Sono state 300 le presenze nei quattro luoghi d’eccezione aperti in occasione della quinta edizione della “FAImarathon” nazionale che si è svolta domenica sotto l’organizzazione del Gruppo FAI Città di Castello con l’itinerario “Punti di vista. Sguardi inediti sulla città”. Vedute rare, cartoline inedite affiancate da esposizioni documentarie e fotografiche per narrare la città che fu e offrire spunti di riflessione per valorizzare anche in futuro il centro storico di Città di Castello.
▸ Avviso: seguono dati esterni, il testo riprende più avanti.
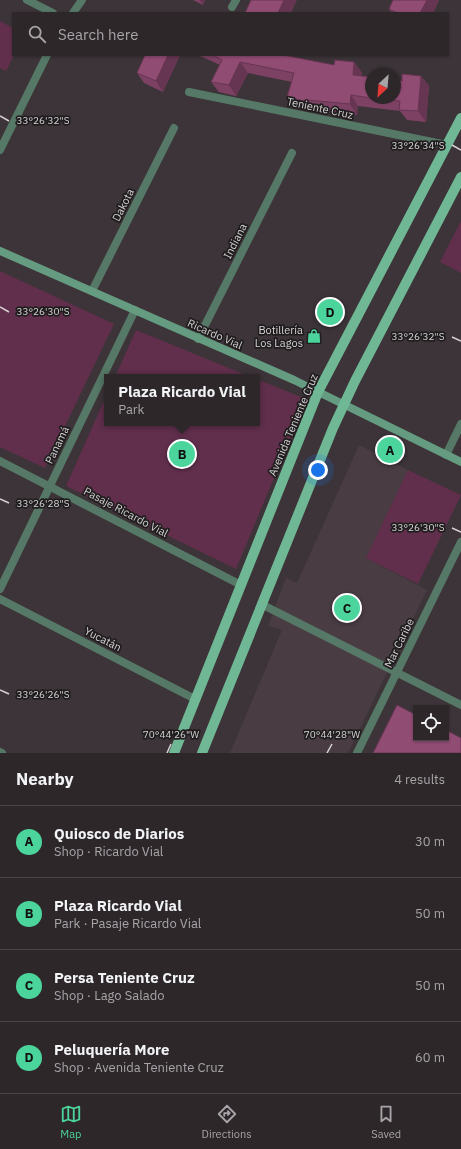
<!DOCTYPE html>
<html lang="en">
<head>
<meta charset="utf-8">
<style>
	body { margin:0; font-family:"IBM Plex Sans",sans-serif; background:#352f32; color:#f1f3f6 }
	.controls { position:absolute; right:12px; bottom:12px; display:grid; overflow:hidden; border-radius:0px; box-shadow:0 1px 3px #0004 }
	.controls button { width:36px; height:36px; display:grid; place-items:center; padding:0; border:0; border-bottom:1px solid #484447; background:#2d272a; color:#f1f3f6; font:20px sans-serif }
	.compass { position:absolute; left:365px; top:68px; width:36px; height:36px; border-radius:50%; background:#2d272a; box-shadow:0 1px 3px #0004; rotate:206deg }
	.you { position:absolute; left:318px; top:470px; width:14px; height:14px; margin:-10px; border:3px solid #fff; border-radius:50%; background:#1a73e8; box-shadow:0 0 0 6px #1a73e833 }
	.badge { display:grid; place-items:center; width:26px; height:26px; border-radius:50%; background:#4bd49b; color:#111; font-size:13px; font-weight:700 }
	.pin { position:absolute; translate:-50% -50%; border:2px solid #fff; box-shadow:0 1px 4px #0006 }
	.popup { position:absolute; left:104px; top:374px; width:156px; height:52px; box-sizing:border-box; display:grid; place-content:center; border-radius:0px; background:#2d272a; filter:drop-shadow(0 1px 3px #0005); font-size:13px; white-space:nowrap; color:#a7a5a8 }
	.popup b { font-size:15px; color:#f1f3f6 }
	.popup::after { content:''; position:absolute; left:50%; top:100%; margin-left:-8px; border:8px solid transparent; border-top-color:#2d272a }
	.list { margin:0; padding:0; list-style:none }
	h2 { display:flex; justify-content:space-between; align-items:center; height:52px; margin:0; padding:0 16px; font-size:17px }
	h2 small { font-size:13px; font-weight:400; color:#a7a5a8 }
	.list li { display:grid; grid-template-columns:26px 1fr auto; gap:12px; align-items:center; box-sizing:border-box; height:72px; padding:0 16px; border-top:1px solid #484447 }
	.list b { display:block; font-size:15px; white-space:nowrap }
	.list p { margin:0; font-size:13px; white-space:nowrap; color:#a7a5a8 }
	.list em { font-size:13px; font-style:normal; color:#a7a5a8 }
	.icon { flex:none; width:22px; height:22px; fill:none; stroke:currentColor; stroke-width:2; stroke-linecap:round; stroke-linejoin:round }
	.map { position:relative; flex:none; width:461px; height:753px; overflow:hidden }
	.search { position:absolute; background:#2d272a; box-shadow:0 1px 3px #0004; left:12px; right:12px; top:12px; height:44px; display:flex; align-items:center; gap:10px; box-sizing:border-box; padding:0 14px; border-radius:0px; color:#a7a5a8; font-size:15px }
	.sheet { height:340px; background:#2d272a }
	nav { display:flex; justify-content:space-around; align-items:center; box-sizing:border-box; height:56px; border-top:1px solid #484447; background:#2d272a; font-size:11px; color:#a7a5a8 }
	nav a { display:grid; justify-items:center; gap:2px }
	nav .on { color:#4bd49b }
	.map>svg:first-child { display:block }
</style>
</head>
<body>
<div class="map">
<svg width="461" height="753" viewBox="0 0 461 753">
	<rect width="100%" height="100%" fill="#3c3438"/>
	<polygon fill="#4a3c43" points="359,445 408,470 366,558 427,590 348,753 230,753 282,630 268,626 286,578 297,583"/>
	<g fill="#612f4c">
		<polygon points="0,21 13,28 14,55 6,71 0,68"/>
		<polygon points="461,221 461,273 440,262"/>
		<polygon points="0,271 114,324 45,468 0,447"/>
		<polygon points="136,330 251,377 115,377"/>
		<polygon points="257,379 303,398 297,423 236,569 66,486 107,394 107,423 257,423"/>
		<polygon points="408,470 461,495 418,584 366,558"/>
	</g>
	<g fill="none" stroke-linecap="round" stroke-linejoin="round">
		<polyline stroke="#567867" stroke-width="8" points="232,7 236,0"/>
		<g stroke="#567867" stroke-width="8">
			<polyline points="27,0 53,13"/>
			<polyline points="73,13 82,0"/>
			<polyline points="189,92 447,145"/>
			<polyline points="0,150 47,55"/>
			<polyline points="92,291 174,128"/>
			<polyline points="198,339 292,153"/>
			<polyline points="446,455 461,424"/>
			<polyline points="0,461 241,585"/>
			<polyline points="0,589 135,310"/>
			<polyline points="0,599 195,699"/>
			<polyline points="263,605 461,705"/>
			<polyline points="0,752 2,753"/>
			<polyline points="357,753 461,542"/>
		</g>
		<polyline stroke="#659c81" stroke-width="8" points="0,251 294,380 461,462"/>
		<g stroke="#70b895" stroke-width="10">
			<polyline points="174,753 318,392 461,118"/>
			<polyline points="202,753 333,428 355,381 461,177"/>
		</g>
	</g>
	<g fill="#7d4164">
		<polygon points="193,0 205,0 203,5"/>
		<polygon points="439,0 433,13 392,13 389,9"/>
		<polygon points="145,55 180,55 163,92 144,83 137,73"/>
		<polygon points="198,55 283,55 334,65 354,62 362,73 361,76 402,81 421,76 429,86 426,122 407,120 400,111 358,106 357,115 316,111 315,112 295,108 287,97 292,82 248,73 236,96 219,92 211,82 220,65"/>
	</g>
	<g fill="#663551">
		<polygon points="200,0 205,0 203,5"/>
		<polygon points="284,0 297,0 291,13 278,13"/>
		<polygon points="427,0 439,0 433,13 420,13"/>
		<polygon points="168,55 180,55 163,92 156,81"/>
		<polygon points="240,62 248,73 236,96 229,85"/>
		<polygon points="354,62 362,73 360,86 353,75"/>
		<polygon points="421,76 429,86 426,122 418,111"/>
		<polygon points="351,95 358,106 357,115 350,104"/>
		<polygon points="308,100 316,111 315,112 308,102"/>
	</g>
	<g fill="#914c74" stroke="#663551">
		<polygon points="251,0 284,0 278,13 245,13"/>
		<polygon points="393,0 427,0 420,13 398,13 389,9"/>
		<polygon points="145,55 168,55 156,81 137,73"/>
		<polygon points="213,55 283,55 334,65 335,60 354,62 353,75 371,77 371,98 351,95 350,104 308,100 308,102 287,97 294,73 240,62 229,85 211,82 222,60"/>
		<polygon points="402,74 421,76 418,111 399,110 400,101 373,98 395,98 395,80 402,81"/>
		<polygon points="397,705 416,715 416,738 446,738 446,730 461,738 461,753 373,753"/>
	</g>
	<path fill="none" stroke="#d6d2d4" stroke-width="1.5" d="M0 116 9 121M452 145 461 150M0 307 9 312M452 337 461 341M0 499 9 503M452 528 461 532M0 690 9 694M167 753 171 744M327 753 332 744"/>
	<defs>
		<symbol id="shop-bare" viewBox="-9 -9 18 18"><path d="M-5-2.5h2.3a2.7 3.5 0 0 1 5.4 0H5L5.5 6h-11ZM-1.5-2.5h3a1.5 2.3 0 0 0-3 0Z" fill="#4bd49b" stroke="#201d1f" stroke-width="2.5" paint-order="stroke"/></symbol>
	</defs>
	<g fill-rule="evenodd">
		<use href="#shop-bare" x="304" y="326" width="20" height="20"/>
	</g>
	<g text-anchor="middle" stroke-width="3.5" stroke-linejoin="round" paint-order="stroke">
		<g font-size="11" fill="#d6d2d4" stroke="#201d1f">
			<text transform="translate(320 108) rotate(12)" y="4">Teniente Cruz</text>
			<text transform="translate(123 205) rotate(-63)" y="4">Dakota</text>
			<text transform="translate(235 241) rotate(-63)" y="4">Indiana</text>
			<text transform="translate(215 334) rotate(24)" y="4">Ricardo Vial</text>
			<text transform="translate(293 425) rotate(-67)" y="4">Avenida Teniente Cruz</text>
			<text transform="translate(57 445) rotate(-64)" y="4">Panamá</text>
			<text transform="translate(126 512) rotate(28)" y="4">Pasaje Ricardo Vial</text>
			<text transform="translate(103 639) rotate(27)" y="4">Yucatán</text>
			<text transform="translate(399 643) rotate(-64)" y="4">Mar Caribe</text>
		</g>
		<g font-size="11" fill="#d6d2d4" stroke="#201d1f" text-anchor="end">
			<text x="303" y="334">Botillería<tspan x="303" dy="13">Los Lagos</tspan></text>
		</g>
	</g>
	<g font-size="10" text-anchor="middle" fill="#d6d2d4" stroke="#201d1f" stroke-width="3.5" stroke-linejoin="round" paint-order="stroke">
		<text x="43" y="124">33°26'32"S</text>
		<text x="418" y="149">33°26'34"S</text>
		<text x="43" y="315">33°26'30"S</text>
		<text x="418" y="340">33°26'32"S</text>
		<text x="43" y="507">33°26'28"S</text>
		<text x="418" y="531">33°26'30"S</text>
		<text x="43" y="698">33°26'26"S</text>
		<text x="171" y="738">70°44'26"W</text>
		<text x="332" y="738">70°44'28"W</text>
	</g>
</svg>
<div class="controls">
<button><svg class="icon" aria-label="locate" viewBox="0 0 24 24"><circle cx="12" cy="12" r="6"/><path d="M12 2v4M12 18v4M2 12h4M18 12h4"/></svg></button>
</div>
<svg class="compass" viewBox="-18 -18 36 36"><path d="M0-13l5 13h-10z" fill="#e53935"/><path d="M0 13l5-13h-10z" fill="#a7a5a8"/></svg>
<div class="you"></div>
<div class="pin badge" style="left:390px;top:450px">A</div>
<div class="pin badge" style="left:182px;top:454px">B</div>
<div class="popup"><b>Plaza Ricardo Vial</b>Park</div>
<div class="pin badge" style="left:347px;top:608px">C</div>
<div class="pin badge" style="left:330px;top:312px">D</div>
<div class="search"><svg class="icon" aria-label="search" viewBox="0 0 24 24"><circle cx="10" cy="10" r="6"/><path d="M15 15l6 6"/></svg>Search here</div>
</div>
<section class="sheet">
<h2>Nearby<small>4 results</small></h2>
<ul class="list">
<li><span class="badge">A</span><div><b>Quiosco de Diarios</b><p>Shop · Ricardo Vial</p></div><em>30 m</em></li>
<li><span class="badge">B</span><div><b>Plaza Ricardo Vial</b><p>Park · Pasaje Ricardo Vial</p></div><em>50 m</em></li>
<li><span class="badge">C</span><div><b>Persa Teniente Cruz</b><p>Shop · Lago Salado</p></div><em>50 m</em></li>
<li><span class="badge">D</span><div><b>Peluquería More</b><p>Shop · Avenida Teniente Cruz</p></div><em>60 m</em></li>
</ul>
</section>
<nav>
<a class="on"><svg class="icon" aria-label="map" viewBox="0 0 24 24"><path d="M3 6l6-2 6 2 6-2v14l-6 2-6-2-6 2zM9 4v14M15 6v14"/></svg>Map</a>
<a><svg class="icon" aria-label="directions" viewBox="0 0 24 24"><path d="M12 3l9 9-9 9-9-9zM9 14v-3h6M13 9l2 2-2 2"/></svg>Directions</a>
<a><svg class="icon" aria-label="saved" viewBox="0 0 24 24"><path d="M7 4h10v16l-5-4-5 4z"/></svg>Saved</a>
</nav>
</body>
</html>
Accompagnati dalle visite guidate curate dai volontari del gruppo tifernate del Fondo Ambiente Italiano, i partecipanti hanno potuto ammirare in piazza Gabriotti, nei locali della vecchia farmacia, l’esposizione “Piazza di sotto tra Ottocento e Novecento”. Una passeggiata per immagini nell’antica piazza, ripercorrendone la storia e scoprendo le botteghe e i laboratori che la animavano quali la storica farmacia Menchi-Croci. Al piano superiore nei locali del Palazzo Tiberti, edificio cinquecentesco, è stato possibile osservare antichi stemmi lapidei, tracce di affreschi oltre ad ammirare una vista panoramica inedita sulla piazza. In “piazza di Sopra”, piazza Matteotti, l’apertura eccezionale del Palazzo della Cassa di Risparmio, edificio di inizio Novecento realizzato in stile liberty, ha portato i visitatori ad ammirare lo scalone monumentale e la sala del Consiglio che si affaccia sulla piazza. Qui erano esposte foto d’epoca e documenti originali provenienti dall'archivio della Fondazione Cassa di Risparmio di Città di Castello, vere e proprie chicche che hanno raccontato in presa diretta le vicende dei primi anni di attività dell’istituto. Ultima tappa, l’Hortus Conclusus della Congregazione delle Figlie della Misericordia, suggestivo giardino pensile che sorge sul bastione adiacente la Porta Santa Maria Maggiore, dal quale i visitatori hanno potuto godere di una vista esclusiva sulle mura cittadine e sulle strutture difensive rinascimentali che intrecciano la loro storia con i personaggi più importanti del tempo, da Braccio Fortebraccio a Niccolò Vitelli “Pater Patriae”.